In 1995, Yoshida joined The Royal Ballet as principal dancer and was known for her partnership with such as Tetsuya Kumakawa, and Irek Mukhamedov.  She was also appointed UNESCO Artist for Peace in 2001.  In 2004, she married Takashi Endo, a Japanese football agent.

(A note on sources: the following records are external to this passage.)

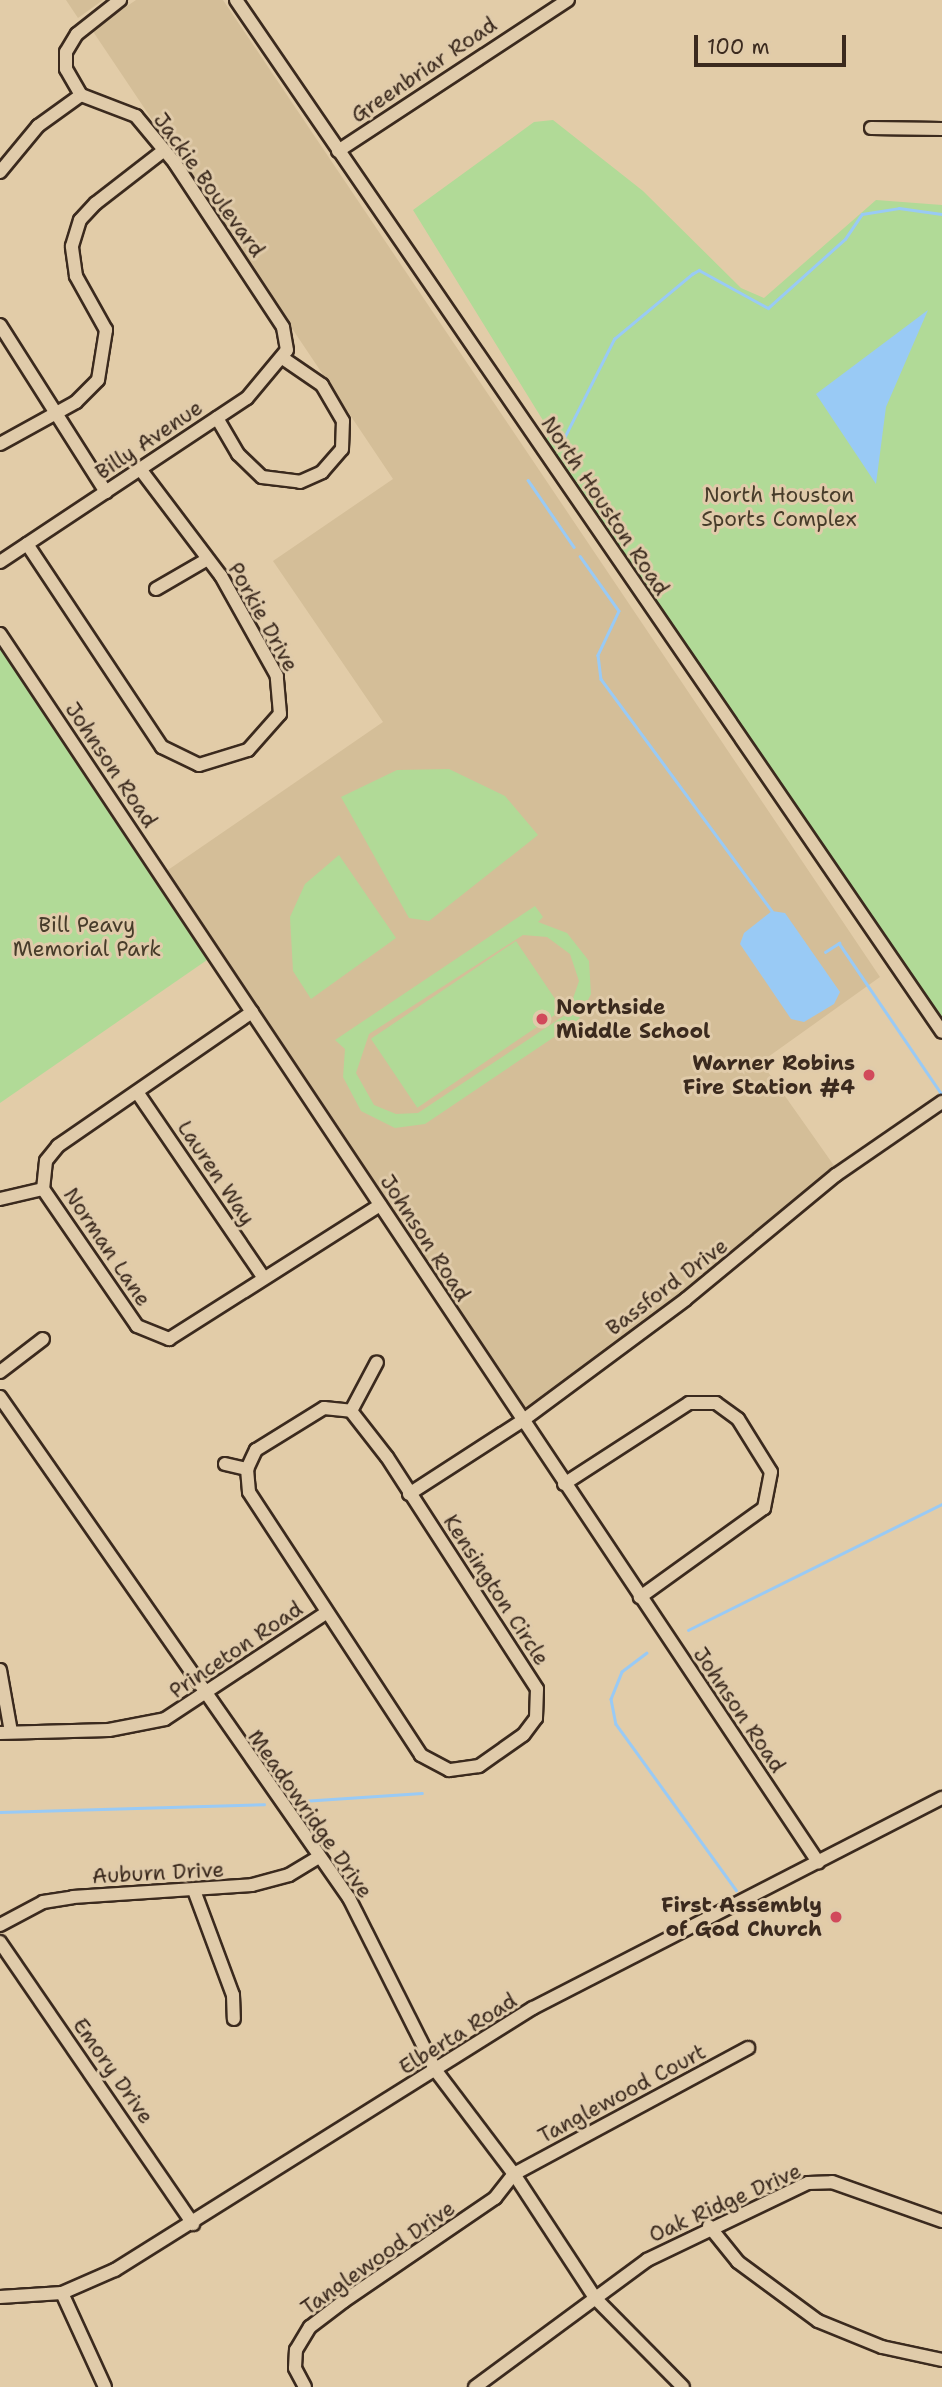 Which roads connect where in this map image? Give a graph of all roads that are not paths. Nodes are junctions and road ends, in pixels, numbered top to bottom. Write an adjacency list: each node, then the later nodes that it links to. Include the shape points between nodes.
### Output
1 (120, 0): 4 (street, via 77,34 66,52 66,69)
2 (236, 0): 8 (street, North Houston Road)
3 (568, 0): 8 (street, Greenbriar Road)
4 (81, 95): 7 (street, Jackie Boulevard, via 136,116); 9 (street, via 38,126)
5 (872, 128): 6 (street)
6 (942, 129)
7 (163, 151): 11 (street, Jackie Boulevard, via 282,327); 12 (street, via 80,220 72,246 76,276 106,330 106,355 99,380)
8 (338, 151): 23 (street, North Houston Road)
9 (0, 172)
10 (0, 325): 12 (street)
11 (284, 359): 13 (street, Billy Avenue); 13 (street, via 322,385 343,421 342,449 322,472 300,482 262,477 238,454)
12 (56, 413): 14 (street); 16 (street)
13 (216, 418): 15 (street, Billy Avenue)
14 (0, 444)
15 (140, 470): 16 (street, Billy Avenue); 18 (street, Porkie Drive)
16 (106, 492): 17 (street, Billy Avenue)
17 (27, 544): 18 (street, Porkie Drive, via 149,731 178,760 199,765 225,762 268,735 282,694 270,660); 19 (street, Billy Avenue)
18 (206, 560): 20 (street)
19 (0, 562)
20 (156, 589)
21 (0, 634): 22 (street, Johnson Road)
22 (252, 1012): 24 (street, Norman Lane); 28 (street, Johnson Road)
23 (942, 1032)
24 (137, 1092): 26 (street, Norman Lane, via 58,1146 46,1161); 29 (street, Lauren Way)
25 (942, 1102): 35 (street, Bassford Drive, via 836,1175 687,1299)
26 (43, 1189): 27 (street); 29 (street, Norman Lane, via 137,1326 152,1333 169,1339 191,1330)
27 (0, 1199)
28 (380, 1205): 29 (street, Norman Lane); 35 (street, Johnson Road)
29 (263, 1277)
30 (43, 1339): 32 (street)
31 (377, 1362): 34 (street)
32 (0, 1372)
33 (0, 1397): 43 (street, Meadowridge Drive)
34 (351, 1411): 37 (street, via 310,1412 264,1441); 39 (street, Kensington Circle)
35 (522, 1421): 38 (street, Johnson Road); 39 (street, Bassford Drive)
36 (225, 1464): 37 (street)
37 (247, 1469): 41 (street, Kensington Circle, via 257,1506)
38 (565, 1484): 40 (street, Johnson Road); 40 (street, via 689,1403 728,1410 767,1464 772,1485 764,1508)
39 (410, 1494): 41 (street, Kensington Circle, via 529,1674 537,1689 536,1718 479,1766 462,1771 433,1765)
40 (640, 1597): 47 (street, Johnson Road)
41 (327, 1612): 43 (street, Princeton Road)
42 (0, 1670): 44 (street)
43 (205, 1699): 44 (street, Princeton Road, via 137,1727); 46 (street, Meadowridge Drive)
44 (6, 1733)
45 (942, 1798): 47 (street, Elberta Road)
46 (318, 1857): 48 (street, Auburn Drive, via 289,1875); 53 (street, Meadowridge Drive, via 349,1898)
47 (818, 1862): 53 (street, Elberta Road, via 533,2008)
48 (195, 1893): 49 (street, Auburn Drive, via 73,1897 43,1902); 51 (street, via 233,1995)
49 (0, 1925)
50 (0, 1942): 56 (street, Emory Drive)
51 (234, 2019)
52 (748, 2048): 54 (street, Tanglewood Court)
53 (436, 2071): 54 (street, Meadowridge Drive); 56 (street, Elberta Road)
54 (514, 2174): 60 (street, Meadowridge Drive); 64 (street, Tanglewood Drive, via 495,2198 310,2327 296,2350 295,2368)
55 (942, 2221): 57 (street, Oak Ridge Drive, via 832,2182 808,2183)
56 (193, 2224): 58 (street, Elberta Road)
57 (709, 2226): 60 (street, Oak Ridge Drive, via 647,2259); 61 (street, via 738,2262 818,2321 882,2347)
58 (62, 2293): 59 (street, Elberta Road); 63 (street)
59 (0, 2297)
60 (595, 2298): 62 (street, Oak Ridge Drive); 65 (street, Meadowridge Drive)
61 (942, 2360)
62 (482, 2385)
63 (105, 2387)
64 (305, 2387)
65 (683, 2387)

In 2006, she joined K-ballet while she continued dancing with The Royal Ballet, before winning the Best Female Dancer in National Dance Awards.  In 2007, she was appointed an Honorary Officer of the Order of the British Empire (OBE) for services to dance. In 2010 she retired from the Royal Ballet at Covent Garden.

Career and repertory 
Odette/Odile (Swan Lake), Aurora, Juliet (Romeo and Juliet (Prokofiev)), Lise, Giselle (Giselle), Swanilda (Coppélia), Sugar Plum Fairy (The Nutcracker), Kitri (Don Quixote), Cinderella, Ondine, Chloë, Titania, Tchaikovsky pas de deux, 'Le Corsaire pas de deux, Homage to the Queen and leading roles in Prince of the Pagodas, Symphonic Variations, Elite Syncopations, Snow Queen, Galanteries, Fin du jour, Symphony in C, Birthday Offering, The Firebird, Scènes de ballet, Les Rendezvous and Rhapsody.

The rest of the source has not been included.